当一切正常时失败

Question

我正在尝试获取电子邮件内容，并将其放入mysqli表中。 基本上是其coinpayments电子邮件，当有存款到一个地址时发送。由于他们没有用于存款历史的api，因此我尝试开发一种电子邮件阅读器，该阅读器可以读取电子邮件并将地址，用户名和txid放入存款表中。爆炸成数组的电子邮件看起来像这样

 Array ( [0] => -----BEGIN [1] => PGP [2] => SIGNED [3] => MESSAGE-----Hash: 
 [4] => SHA256Hello [5] => an user [6] => deposit [7] => of [8] => 
 an amount [9] => LTCT [10] => has [11] => been [12] => received [13] => 
 and [14] => confirmed [15] => into [16] => your [17] => CoinPayments [18] 
 => Wallet. [19] => The [20] => deposit [21] => was [22] => received [23] => 
 on [24] => an address [25] => with [26] => 
 transaction [27] => ID [28] => 
 an txid.Thank [29] 
 => you [30] => for [31] => using [32] => CoinPayments.net!Support [33] => 
 is [34] => available [35] => at: [36] => https://www.coinpayments.net/help- 
 support-----BEGIN [37] => PGP [38] => SIGNATURE----- 
 END [39] => PGP [40] => SIGNATURE----- )
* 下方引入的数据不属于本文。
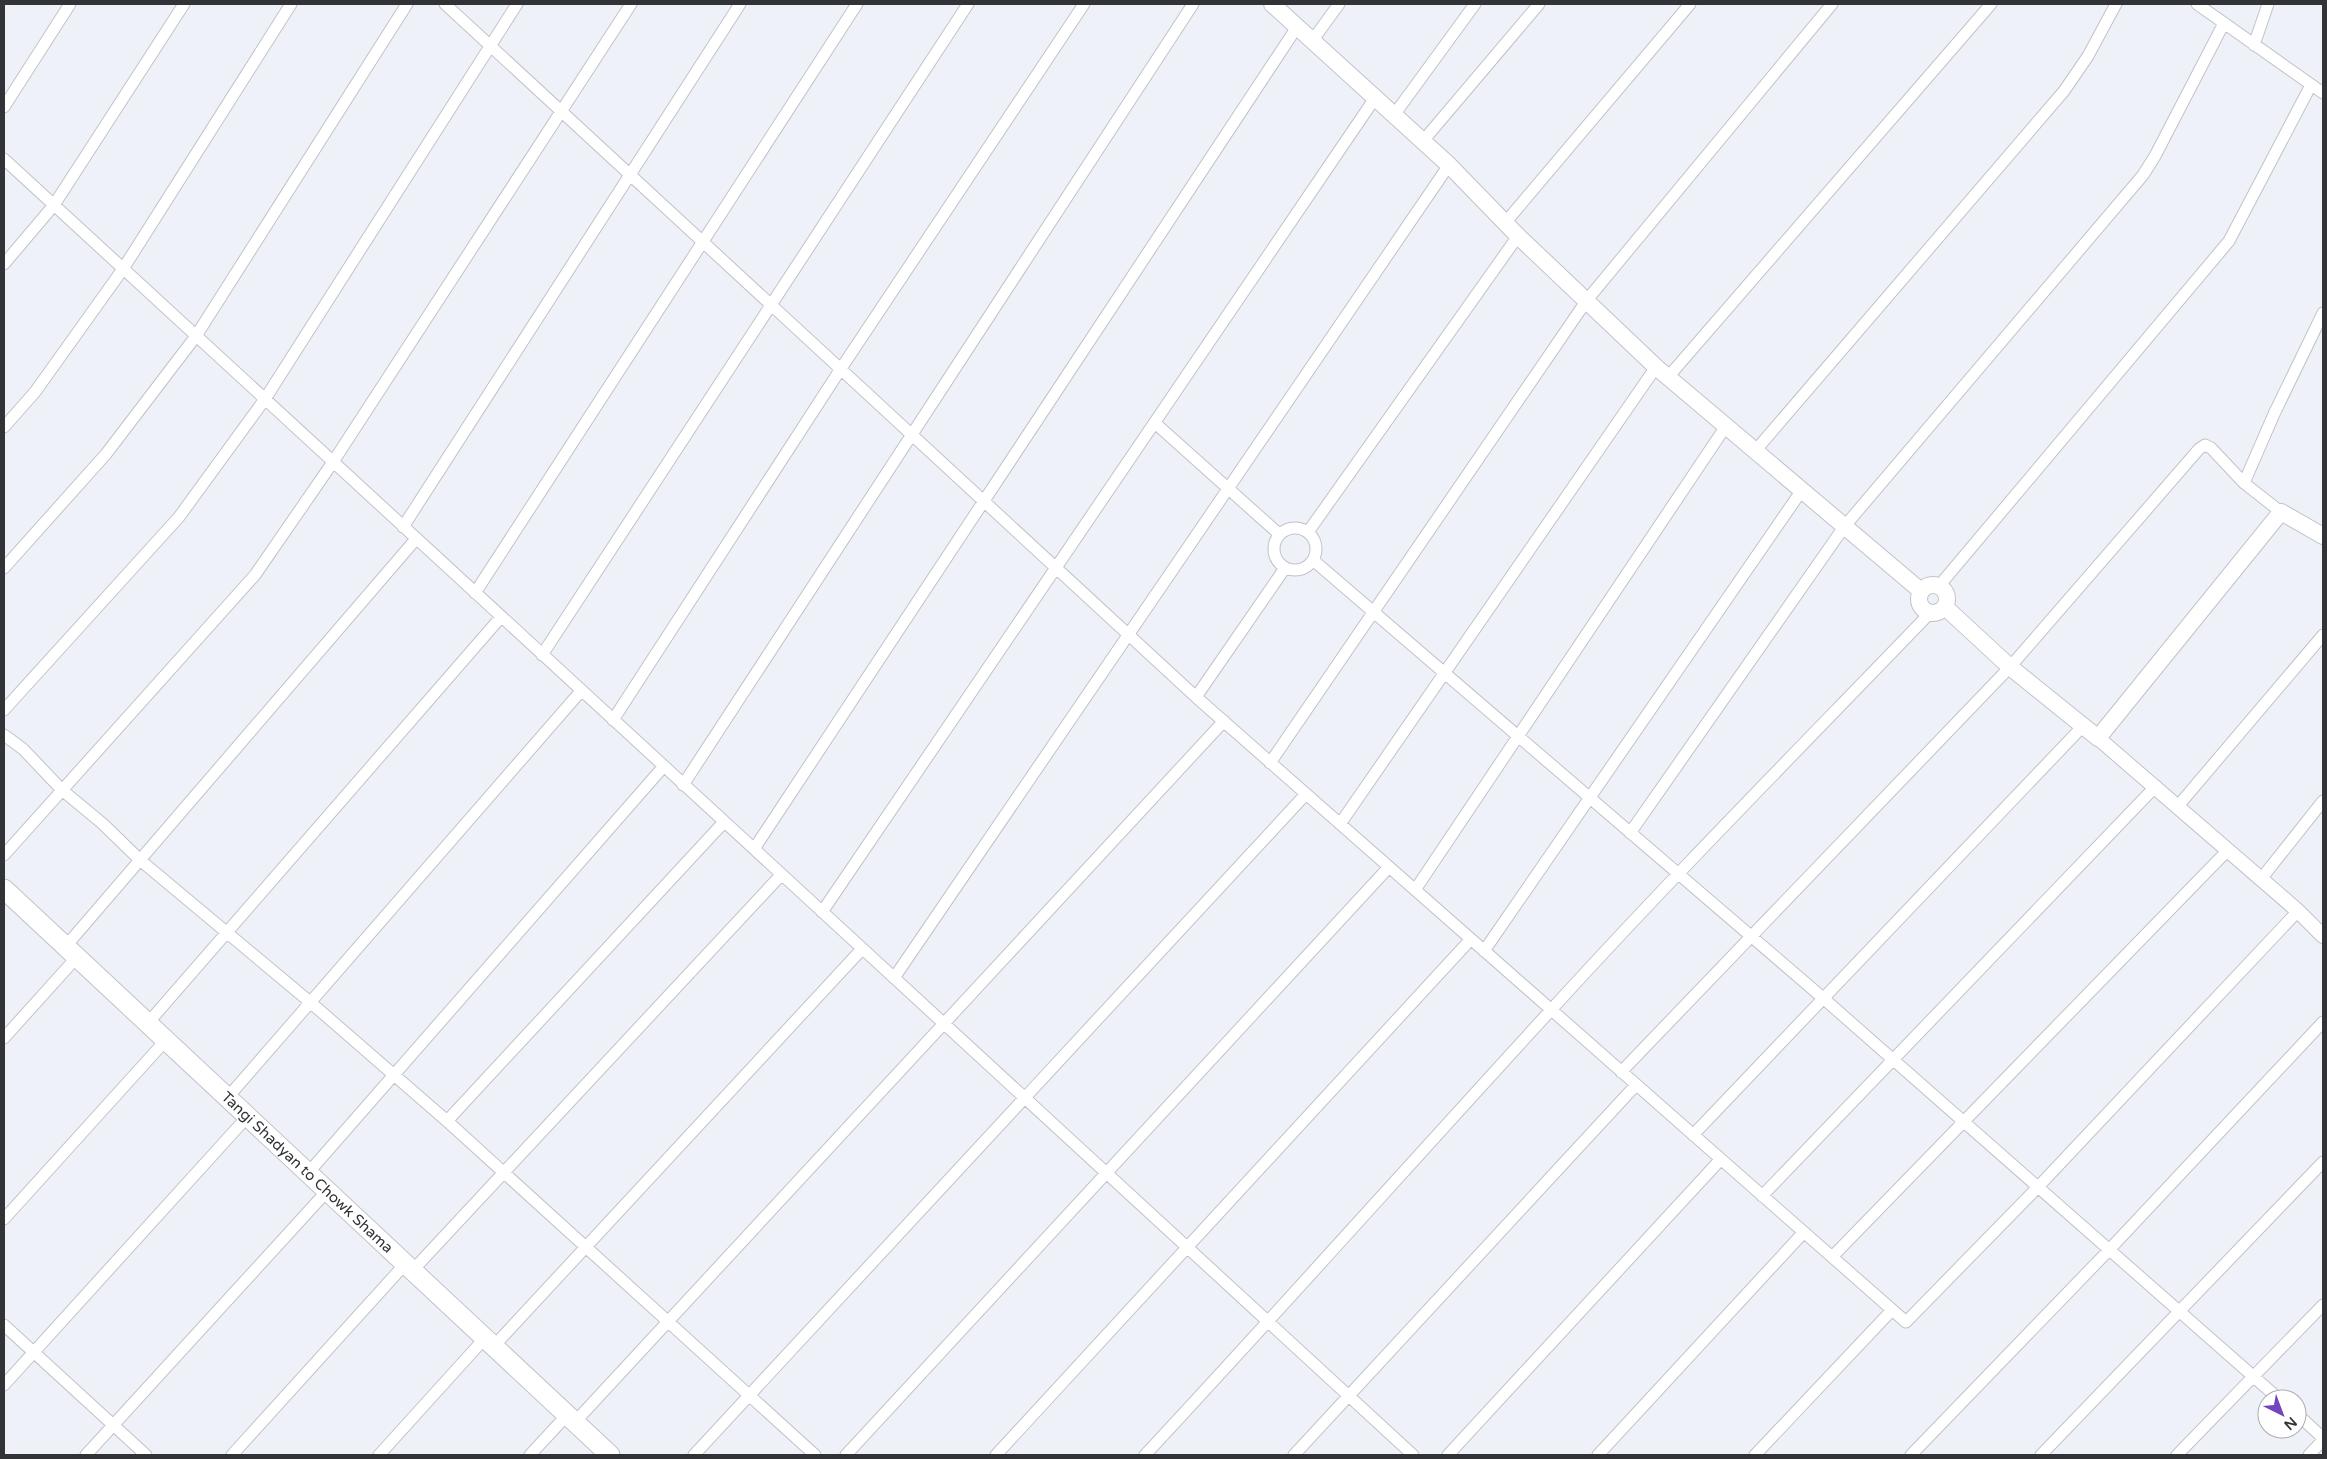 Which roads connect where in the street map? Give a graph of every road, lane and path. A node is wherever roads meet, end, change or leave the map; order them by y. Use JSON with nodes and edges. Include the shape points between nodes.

现在，我尝试使用imap获取最新的电子邮件，将其删除并将变量放入存款表中。

   <?php
   $hostname = "{imap.gmail.com:993/imap/ssl/novalidate-cert}Inbox";
   $username = 'username';
   $password = 'password';

    $inbox = imap_open($hostname,$username,$password) or die('Cannot connect: ' . imap_last_error());

  $emails = imap_search($inbox,'ALL');


  if($emails)
 {
$output = '';

rsort($emails);

  $email_number = $emails[0];
{


    $message = quoted_printable_decode(imap_fetchbody($inbox,$email_number,1.1)); 
    if($message == '')
    {
        $message = (imap_fetchbody($inbox,$email_number,1));
        $str =  "$message";
        $explode = (explode(" ",$str));
        $check = $explode[20];
        if ($check =='deposit') {
            $address = $explode[24];
            $textsplit = "$explode[28]";
            $split = (explode(".",$textsplit));
            $txid = $split[0];
            $signature = $explode[38];
            $date = date("Y-m-d");
            require ('setup.php');
                $conn = new mysqli($localhost, $hostuser, $hostpass, $hostdb) or die("conn died");
                $query1 = "SELECT user FROM addresses WHERE address = '$address'";  //Get username so i put it with txid in deposits table
               $result = $conn->query($query1);
                if ($result) {

             while ($row = mysqli_fetch_array($result)) {
              $user = $row['user'];
             }
                $query = "INSERT INTO deposits(tx, date, user, signature) VALUES('$txid', '$date', '$user', '$signature')";
                $result = mysqli_query($conn, $query);

    if($result) {
        echo 'inserted';
        $dl = imap_delete($inbox, $email_number);
        if ($dl) {
            echo 'deleted';
        }
        else {
            die('cant insert');
        }
    }
    else {
        die('failed1');
    }
        }
       else
       {
           die('failed');
       }


    }
}       
}
}

但是最后我得到“ failed1”。 我不认为有任何错误。如果可以的话，请帮助我）

Answer 1

此处查询：

$result = mysqli_query($conn, $query);

替换为：

$result = $conn->query($query);